Astronomers believe Mars once had oceans of surface water, enough to support long-ago life, but they have not determined where that water went some 3.5 billion years ago.

Now researchers monitoring the after-effects of a monster solar storm that hit Earth in October and November 2003 said they think repeated buffeting by this kind of space weather could have ripped away Mars' watery veil.

"These (solar) radiation events can affect the surface of Mars because Mars has so little protection," said Ed Stone of NASA's Jet Propulsion Laboratory in Pasadena, California.

Unlike Earth, which has a protective magnetosphere that guards the planet against bombardment by high-energy particles during a solar storm, Mars has only isolated zones of protection, astronomers said in a telephone-and-Internet briefing.

Observations by the Mars rovers Spirit and Opportunity have bolstered the idea of plentiful Martian water, according to Thomas Zurbuchen of the University of Michigan at Ann Arbor.

The astronomers referred to a video simulation of what might have happened on Mars.

The brief video, Movie 4 at the Web site, showed water seemingly blowing away from the planet.

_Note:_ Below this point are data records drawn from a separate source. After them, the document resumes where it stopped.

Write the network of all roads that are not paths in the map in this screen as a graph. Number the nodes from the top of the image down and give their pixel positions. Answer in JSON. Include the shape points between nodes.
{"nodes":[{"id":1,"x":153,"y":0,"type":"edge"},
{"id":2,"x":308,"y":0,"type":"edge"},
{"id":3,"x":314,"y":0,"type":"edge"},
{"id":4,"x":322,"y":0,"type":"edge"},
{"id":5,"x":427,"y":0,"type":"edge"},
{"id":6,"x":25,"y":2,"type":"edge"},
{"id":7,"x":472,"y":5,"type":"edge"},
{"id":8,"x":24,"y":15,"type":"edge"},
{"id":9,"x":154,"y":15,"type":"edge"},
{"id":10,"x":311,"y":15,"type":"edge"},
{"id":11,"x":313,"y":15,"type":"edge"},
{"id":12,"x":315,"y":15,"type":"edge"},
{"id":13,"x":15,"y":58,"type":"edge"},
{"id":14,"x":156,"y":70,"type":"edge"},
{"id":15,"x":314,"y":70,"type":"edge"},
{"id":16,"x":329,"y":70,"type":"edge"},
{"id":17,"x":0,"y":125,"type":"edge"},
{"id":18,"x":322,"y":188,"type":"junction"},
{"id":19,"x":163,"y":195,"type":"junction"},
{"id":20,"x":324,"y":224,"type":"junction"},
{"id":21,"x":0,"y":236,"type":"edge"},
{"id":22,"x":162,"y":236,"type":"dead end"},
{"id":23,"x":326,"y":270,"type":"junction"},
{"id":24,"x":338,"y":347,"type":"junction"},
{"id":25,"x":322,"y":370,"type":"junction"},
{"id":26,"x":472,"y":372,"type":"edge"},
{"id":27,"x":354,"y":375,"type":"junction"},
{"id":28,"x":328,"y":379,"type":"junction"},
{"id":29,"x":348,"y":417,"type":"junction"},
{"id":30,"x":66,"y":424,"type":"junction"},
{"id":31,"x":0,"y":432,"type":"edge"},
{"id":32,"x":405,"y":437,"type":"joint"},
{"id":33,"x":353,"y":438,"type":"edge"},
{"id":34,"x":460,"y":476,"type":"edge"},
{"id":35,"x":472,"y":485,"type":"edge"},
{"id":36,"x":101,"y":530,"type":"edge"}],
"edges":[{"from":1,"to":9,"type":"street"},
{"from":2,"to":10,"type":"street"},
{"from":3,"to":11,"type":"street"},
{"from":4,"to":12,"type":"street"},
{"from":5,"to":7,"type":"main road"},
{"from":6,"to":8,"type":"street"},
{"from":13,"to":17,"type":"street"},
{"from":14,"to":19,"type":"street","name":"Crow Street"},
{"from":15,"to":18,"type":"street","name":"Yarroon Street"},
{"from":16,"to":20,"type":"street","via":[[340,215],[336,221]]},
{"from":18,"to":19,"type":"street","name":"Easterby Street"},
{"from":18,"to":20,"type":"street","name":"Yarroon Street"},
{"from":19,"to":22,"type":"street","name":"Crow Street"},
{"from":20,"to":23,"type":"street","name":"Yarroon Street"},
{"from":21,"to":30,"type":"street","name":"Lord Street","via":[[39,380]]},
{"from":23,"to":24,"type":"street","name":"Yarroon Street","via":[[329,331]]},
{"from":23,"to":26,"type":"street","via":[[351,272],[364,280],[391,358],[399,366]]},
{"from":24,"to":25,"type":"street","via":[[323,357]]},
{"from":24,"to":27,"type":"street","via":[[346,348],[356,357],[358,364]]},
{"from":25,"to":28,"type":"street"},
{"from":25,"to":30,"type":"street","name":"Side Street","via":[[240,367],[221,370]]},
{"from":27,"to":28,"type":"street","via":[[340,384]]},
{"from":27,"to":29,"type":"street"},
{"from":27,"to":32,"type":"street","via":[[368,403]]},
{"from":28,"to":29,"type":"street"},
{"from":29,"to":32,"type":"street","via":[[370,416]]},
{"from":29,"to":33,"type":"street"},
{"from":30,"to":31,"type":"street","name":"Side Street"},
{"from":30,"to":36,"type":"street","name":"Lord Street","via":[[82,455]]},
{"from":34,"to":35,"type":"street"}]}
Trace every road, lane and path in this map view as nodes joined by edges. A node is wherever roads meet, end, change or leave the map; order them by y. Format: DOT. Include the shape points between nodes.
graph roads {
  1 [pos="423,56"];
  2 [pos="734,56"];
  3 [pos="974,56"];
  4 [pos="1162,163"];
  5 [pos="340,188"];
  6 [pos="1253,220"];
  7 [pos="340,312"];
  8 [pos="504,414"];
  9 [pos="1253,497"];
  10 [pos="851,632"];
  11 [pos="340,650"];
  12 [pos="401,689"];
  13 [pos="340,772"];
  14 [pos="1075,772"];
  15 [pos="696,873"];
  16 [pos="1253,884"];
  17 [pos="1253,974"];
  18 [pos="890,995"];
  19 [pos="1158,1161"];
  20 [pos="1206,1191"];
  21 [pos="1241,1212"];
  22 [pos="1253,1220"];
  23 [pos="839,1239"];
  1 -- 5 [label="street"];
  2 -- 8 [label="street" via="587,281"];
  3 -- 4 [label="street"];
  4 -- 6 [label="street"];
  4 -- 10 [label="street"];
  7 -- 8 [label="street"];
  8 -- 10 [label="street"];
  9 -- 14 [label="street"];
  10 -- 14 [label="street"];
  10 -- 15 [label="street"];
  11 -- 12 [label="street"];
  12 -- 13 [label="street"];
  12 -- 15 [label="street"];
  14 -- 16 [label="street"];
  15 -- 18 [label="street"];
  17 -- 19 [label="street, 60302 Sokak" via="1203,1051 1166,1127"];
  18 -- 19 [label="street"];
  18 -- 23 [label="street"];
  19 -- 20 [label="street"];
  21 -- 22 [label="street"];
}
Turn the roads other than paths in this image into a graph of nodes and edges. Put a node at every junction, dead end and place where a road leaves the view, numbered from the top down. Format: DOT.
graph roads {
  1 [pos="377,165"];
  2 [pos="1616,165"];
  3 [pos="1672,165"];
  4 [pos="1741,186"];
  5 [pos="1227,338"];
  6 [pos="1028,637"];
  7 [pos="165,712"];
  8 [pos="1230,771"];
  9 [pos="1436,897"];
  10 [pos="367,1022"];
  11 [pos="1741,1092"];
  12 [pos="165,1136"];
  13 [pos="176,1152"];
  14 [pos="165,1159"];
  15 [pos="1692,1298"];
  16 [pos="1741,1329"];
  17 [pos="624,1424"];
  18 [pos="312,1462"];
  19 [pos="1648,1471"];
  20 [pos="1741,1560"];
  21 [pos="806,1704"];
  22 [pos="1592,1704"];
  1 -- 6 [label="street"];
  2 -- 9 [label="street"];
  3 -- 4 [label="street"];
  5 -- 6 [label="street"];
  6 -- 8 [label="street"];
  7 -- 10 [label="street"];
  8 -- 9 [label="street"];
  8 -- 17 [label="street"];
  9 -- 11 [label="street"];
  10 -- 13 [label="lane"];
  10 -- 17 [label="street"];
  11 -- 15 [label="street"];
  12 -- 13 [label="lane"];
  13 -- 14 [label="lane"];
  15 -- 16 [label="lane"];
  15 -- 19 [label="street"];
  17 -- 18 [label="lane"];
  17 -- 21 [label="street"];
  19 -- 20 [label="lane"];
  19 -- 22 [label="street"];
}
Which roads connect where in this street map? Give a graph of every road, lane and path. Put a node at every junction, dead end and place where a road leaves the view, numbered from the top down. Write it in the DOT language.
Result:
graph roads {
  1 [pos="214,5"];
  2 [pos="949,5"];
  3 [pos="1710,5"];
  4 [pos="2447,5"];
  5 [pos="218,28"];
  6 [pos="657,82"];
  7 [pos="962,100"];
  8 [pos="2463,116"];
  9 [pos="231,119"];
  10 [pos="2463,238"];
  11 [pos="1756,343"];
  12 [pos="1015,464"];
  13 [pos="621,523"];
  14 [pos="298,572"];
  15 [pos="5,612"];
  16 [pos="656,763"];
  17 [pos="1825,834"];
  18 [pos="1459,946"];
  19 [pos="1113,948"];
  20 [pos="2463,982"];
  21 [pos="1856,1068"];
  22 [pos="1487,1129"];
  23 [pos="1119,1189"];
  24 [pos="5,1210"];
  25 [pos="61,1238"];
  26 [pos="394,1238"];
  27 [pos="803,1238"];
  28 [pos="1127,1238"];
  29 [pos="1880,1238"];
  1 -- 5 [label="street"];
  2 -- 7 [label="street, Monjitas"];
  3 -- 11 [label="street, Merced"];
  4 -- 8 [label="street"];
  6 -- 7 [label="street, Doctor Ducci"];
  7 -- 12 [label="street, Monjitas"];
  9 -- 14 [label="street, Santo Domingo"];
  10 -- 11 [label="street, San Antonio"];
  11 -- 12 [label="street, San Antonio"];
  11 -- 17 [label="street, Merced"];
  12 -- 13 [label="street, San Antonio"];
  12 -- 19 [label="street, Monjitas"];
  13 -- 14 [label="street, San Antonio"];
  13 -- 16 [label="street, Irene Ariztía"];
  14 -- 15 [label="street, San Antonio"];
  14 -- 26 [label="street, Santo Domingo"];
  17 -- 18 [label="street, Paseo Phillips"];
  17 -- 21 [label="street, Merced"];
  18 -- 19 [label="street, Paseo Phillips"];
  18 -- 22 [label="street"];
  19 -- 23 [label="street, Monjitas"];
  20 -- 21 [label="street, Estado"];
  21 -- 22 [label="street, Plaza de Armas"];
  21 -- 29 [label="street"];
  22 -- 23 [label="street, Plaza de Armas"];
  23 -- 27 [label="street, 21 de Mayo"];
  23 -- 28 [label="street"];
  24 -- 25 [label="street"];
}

Scientists worked with a small fleet of robotic spacecraft to watch the impact of last year's "Halloween" solar storm, the most powerful ever monitored.

Starting with the SOHO spacecraft which monitors the sun from its vantage point near Earth, the astronomers also tracked the solar blast wave with the Ulysses craft near Jupiter and the Cascraft that just began orbiting Saturn.

They followed the wave all the way out to the fringes of the solar system, where the two relatively ancient Voyager probes, launched in 1977, are aiming for interstellar space.

On Earth, the storm caused the rerouting of aircraft and the disruption of some long-distance radio communications and satellite operations. In space, astronauts aboard the International Space Station had to move periodically into the Russian-supplied Service Module, which offered better shielding from solar storms.